President Benigno Aquino took the lead in the search for Interior Secretary Jesse Robredo, a day after his plane went down near the central island of Masbate.
Aquino flew to Masbate where military divers and helicopters were scouring the area for the minister, who is missing along with two pilots.
Transportation Secretary Manuel “Mar” Roxas, who accompanied Aquino, said special sonar equipment had also been flown to Masbate to help in the search operation after some debris, including one wing of the missing plane, was recovered.
“We just want to do everything we can to save him (Robredo),” Roxas said in a message on Twitter.
Four people were on the private plane. Robredo’s aide, June Paolo Abrazado survived with only a few injuries while the Secretary and two pilots identified as Capt. Jessup Bahinting and Nepalese Kshitiz Chand remained missing.
The Aquino administration has intensified its efforts to find Robredo and the pilots by sending at least 25 sea vessels from the Philippine Coast Guard, the Navy, Air Force, Philippine National Police, and from the local governments.
The Philippine Navy has deployed its naval ships BRP Simeon Castro and BRP Hilario Ruiz and a diving team from the Naval Special Operations Group (Nagsog) to help in surface and underwater search and rescue operations.
The divers of Navsog have Trimix capabilities, which allow deep diving operations.
A navy islander plane and another diving team were also dispatched from Sangley Point in Cavite to assist in search operations, said Navy spokesman Colonel Omar Tonsay.
Philippine Air Force spokesman Colonel Miguel Ernesto Okol told INQUIRER.net that five helicopters, including its most modern assets, three Sokol and 2UH1H, were also enroute to Masbate.
From an area of about two kilometers from the shore, the search now covers a four kilometer-by-three kilometer site, in a depth of from 40 meters to 67 meters, according to notice posted in a bulletin board of La Villa Resort, which is now being used as a command center in the search and rescue efforts being overseen by no less than President Aquino.
Roxas, who was designated spokesman for the Robredo search, said two US aircrafts did a fly-by in the area last night but found no trace of the aircraft or of its missing passengers – Robredo and pilots Capt. Jessup Bahinting and Nepalese Kshitiz Chand.
He said they hoped to get better results with sonar equipment expected to arrive this morning from Cebu.
The government also called a prayer vigil at a Roman Catholic chapel in Manila for the 54-year-old cabinet member, a father of three daughters and a former city mayor.
He is considered to be one of the most influential Philippine politicians and a close presidential aide.
As interior secretary, Robredo was in control of the country’s 143,000-strong national police force which has long been dogged by accusations of corruption and abuse.
In recent months, he had ordered investigations into alleged financial irregularities over the construction of police stations and purchase of helicopters and rescue boats.

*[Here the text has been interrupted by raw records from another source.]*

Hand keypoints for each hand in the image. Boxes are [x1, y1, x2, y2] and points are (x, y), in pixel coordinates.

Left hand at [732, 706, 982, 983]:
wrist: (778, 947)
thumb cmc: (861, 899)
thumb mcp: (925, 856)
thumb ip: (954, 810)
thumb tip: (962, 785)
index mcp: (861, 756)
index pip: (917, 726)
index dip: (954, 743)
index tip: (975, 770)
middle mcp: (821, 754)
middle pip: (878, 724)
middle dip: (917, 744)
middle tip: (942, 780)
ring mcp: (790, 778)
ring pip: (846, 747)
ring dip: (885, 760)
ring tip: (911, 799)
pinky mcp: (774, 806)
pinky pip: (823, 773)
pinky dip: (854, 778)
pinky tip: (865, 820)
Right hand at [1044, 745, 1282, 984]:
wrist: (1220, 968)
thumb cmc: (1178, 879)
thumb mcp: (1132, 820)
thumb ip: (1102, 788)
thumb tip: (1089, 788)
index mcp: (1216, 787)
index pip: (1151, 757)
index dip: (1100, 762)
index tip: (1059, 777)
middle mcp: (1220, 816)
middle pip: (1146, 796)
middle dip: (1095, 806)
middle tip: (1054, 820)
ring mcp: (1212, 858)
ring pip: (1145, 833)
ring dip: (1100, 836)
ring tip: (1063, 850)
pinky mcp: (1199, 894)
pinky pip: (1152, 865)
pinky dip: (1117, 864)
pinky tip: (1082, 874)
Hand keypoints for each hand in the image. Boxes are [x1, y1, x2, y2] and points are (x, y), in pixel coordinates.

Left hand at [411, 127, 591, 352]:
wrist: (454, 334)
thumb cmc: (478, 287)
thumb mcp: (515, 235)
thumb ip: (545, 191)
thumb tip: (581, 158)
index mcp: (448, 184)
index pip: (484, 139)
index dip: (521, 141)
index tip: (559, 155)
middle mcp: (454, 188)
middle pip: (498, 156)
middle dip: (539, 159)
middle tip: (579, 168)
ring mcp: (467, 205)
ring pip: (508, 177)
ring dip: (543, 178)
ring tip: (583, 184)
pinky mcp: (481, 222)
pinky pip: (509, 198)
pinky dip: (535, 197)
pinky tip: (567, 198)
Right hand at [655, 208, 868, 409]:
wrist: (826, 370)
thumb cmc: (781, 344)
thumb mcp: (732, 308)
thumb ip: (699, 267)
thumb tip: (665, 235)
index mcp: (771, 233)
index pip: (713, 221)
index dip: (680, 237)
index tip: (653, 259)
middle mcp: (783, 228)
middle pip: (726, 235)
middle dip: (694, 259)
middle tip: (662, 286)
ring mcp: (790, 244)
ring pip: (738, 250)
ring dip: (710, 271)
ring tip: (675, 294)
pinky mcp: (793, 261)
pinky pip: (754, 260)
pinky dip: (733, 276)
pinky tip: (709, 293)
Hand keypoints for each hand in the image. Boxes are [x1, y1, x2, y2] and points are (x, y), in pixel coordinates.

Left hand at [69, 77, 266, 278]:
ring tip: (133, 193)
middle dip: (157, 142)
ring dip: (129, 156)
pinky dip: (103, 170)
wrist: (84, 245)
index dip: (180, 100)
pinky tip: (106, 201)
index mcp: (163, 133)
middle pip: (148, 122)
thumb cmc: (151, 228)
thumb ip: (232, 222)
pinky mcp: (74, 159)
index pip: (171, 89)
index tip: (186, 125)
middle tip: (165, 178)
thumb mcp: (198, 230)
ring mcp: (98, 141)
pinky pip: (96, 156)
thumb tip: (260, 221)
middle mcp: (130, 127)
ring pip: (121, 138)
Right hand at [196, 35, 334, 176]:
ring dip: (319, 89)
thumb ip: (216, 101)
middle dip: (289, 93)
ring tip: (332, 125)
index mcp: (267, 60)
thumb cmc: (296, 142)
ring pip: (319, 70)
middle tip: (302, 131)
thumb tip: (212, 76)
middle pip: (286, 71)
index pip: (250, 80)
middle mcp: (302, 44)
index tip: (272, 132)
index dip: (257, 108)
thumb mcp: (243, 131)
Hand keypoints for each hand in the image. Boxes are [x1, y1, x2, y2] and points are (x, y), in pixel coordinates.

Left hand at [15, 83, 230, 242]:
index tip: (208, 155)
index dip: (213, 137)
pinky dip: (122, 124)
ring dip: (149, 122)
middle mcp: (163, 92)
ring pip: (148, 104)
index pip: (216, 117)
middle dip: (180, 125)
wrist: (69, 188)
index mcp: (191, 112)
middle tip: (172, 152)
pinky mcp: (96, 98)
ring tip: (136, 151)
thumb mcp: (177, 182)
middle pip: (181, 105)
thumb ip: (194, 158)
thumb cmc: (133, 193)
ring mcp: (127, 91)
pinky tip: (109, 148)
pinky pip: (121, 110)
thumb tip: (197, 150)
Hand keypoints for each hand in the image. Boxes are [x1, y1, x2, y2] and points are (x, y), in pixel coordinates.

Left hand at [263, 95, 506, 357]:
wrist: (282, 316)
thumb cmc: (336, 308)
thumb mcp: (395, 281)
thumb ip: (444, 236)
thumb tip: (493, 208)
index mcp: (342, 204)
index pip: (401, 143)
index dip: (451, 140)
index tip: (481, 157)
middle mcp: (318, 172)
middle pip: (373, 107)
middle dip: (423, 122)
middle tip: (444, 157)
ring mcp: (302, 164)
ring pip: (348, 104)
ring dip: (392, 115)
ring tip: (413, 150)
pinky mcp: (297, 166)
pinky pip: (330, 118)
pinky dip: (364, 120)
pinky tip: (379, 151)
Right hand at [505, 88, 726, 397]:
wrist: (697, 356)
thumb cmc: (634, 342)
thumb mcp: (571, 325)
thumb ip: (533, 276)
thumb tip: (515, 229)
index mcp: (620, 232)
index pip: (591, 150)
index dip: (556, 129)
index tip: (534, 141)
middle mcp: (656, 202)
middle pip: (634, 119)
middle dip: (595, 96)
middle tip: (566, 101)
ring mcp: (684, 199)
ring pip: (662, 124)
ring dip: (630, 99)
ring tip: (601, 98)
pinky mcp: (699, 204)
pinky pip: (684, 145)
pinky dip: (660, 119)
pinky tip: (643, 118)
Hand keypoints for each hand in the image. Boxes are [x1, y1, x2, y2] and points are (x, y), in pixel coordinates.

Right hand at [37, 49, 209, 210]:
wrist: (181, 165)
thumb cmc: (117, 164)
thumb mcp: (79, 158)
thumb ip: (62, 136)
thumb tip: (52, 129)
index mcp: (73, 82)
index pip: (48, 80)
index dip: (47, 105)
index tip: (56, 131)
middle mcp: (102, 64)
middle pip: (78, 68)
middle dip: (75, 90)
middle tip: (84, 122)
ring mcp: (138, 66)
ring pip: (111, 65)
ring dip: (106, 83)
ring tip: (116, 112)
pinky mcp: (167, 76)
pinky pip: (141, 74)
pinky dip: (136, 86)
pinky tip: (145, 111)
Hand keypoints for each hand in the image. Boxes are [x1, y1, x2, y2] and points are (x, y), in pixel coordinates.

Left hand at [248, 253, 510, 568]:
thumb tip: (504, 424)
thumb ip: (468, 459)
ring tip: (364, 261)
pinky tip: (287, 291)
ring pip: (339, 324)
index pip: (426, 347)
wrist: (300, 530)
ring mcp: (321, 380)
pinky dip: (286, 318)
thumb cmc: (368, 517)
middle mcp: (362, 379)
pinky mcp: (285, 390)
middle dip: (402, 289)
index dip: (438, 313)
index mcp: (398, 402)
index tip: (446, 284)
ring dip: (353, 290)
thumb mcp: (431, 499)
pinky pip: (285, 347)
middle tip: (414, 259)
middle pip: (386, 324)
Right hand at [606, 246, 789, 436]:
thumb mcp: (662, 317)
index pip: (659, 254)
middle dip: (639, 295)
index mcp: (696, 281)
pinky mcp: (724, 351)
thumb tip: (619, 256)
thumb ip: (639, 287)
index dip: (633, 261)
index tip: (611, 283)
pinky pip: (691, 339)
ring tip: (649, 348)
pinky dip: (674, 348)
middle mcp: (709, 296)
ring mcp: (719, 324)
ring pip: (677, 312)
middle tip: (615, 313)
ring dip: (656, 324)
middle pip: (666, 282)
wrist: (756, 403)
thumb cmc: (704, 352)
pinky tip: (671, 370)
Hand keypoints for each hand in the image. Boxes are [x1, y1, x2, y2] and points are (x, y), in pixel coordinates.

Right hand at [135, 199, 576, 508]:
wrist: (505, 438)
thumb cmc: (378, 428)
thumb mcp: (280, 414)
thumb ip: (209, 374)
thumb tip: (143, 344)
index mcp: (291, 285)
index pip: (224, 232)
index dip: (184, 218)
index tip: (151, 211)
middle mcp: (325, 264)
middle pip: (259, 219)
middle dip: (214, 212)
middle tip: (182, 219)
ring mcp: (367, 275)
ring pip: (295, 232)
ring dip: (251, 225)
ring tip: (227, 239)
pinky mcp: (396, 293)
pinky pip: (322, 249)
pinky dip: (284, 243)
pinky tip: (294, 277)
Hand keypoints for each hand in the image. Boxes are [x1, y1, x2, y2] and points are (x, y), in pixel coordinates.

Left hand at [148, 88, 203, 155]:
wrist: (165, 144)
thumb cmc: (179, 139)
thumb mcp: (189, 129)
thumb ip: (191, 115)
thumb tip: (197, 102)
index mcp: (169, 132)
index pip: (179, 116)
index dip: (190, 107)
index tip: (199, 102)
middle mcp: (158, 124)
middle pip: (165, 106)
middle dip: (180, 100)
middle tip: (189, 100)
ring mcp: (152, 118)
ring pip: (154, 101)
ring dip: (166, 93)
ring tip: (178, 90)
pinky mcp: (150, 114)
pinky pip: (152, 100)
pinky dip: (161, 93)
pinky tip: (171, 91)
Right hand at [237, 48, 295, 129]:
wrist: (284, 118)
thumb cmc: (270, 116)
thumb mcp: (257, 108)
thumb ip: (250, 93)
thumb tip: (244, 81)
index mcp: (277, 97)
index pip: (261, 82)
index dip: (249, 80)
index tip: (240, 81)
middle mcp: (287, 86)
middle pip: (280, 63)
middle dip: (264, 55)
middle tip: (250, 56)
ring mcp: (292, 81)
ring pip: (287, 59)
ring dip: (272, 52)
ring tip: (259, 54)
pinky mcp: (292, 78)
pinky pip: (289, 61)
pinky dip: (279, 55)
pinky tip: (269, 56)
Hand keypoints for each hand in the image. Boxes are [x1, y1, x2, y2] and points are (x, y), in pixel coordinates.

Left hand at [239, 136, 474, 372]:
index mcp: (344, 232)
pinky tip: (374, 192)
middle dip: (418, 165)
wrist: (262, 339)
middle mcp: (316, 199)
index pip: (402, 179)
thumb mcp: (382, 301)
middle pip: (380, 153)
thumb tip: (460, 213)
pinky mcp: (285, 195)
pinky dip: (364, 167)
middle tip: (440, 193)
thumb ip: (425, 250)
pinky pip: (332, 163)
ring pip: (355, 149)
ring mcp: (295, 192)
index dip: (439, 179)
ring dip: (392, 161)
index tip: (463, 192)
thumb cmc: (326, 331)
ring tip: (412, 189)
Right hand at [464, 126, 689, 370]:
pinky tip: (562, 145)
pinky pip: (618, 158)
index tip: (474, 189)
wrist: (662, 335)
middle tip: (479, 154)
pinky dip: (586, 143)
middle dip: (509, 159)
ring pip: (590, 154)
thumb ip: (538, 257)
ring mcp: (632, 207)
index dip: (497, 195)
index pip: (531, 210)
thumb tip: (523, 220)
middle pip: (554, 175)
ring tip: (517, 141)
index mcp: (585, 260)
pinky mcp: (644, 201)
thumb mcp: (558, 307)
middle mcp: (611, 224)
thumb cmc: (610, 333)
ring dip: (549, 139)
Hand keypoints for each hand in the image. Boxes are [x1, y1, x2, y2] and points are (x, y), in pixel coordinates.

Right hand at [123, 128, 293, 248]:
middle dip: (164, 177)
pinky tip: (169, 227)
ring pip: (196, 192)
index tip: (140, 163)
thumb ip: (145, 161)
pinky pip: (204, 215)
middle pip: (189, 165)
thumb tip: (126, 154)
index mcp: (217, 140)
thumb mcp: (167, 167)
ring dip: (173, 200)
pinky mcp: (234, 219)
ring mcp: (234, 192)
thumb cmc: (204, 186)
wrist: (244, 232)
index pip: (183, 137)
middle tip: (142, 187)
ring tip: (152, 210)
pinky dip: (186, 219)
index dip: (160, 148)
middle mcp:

Robredo was also playing a key role in the dismantling of private armies allegedly deployed by some powerful provincial governors and city mayors ahead of congressional and local elections in 2013.
A former official at an ice cream company, Robredo was elected mayor of Naga City in the strife-torn Bicol region, south of Manila in 1988 at the age of 29, making him the youngest mayor in the country at the time.
His success in turning the once-sleepy city into a trading, housing and education centre won him many honours including a 2000 Ramon Magsaysay award, considered Asia’s version of the Nobel Prize.
After serving nine years as a city mayor, he joined Aquino’s successful campaign for the presidency in 2010, endorsing his reformist platform. Robredo was subsequently appointed to the cabinet.